Activity
Everything from the first line below through the line with "I need the bounding" is to be transcribed exactly, and nothing past it.

____________

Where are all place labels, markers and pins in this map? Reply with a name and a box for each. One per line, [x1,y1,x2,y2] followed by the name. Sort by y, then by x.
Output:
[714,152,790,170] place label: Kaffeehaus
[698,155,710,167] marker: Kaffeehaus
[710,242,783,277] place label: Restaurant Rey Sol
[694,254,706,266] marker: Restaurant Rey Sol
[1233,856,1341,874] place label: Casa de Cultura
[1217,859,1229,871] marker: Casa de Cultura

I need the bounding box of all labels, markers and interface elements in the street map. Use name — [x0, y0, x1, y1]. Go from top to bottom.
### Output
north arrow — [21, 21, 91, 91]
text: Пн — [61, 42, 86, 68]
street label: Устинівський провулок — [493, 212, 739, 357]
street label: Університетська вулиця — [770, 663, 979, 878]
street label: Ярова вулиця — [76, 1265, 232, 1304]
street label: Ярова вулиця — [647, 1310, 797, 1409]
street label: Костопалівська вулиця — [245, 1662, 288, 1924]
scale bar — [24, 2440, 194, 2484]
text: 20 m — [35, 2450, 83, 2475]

____________

Reply to the exercise
Where are all place labels, markers and pins in this map? Reply with a name and a box for each. One per line, [x1,y1,x2,y2] followed by the name. Sort by y, then by x.
Output:
[714,152,790,170] place label: Kaffeehaus
[698,155,710,167] marker: Kaffeehaus
[710,242,783,277] place label: Restaurant Rey Sol
[694,254,706,266] marker: Restaurant Rey Sol
[1233,856,1341,874] place label: Casa de Cultura
[1217,859,1229,871] marker: Casa de Cultura

I need the bounding box of all labels, markers and interface elements in the street map. Use name — [x0, y0, x1, y1]. Go from top to bottom.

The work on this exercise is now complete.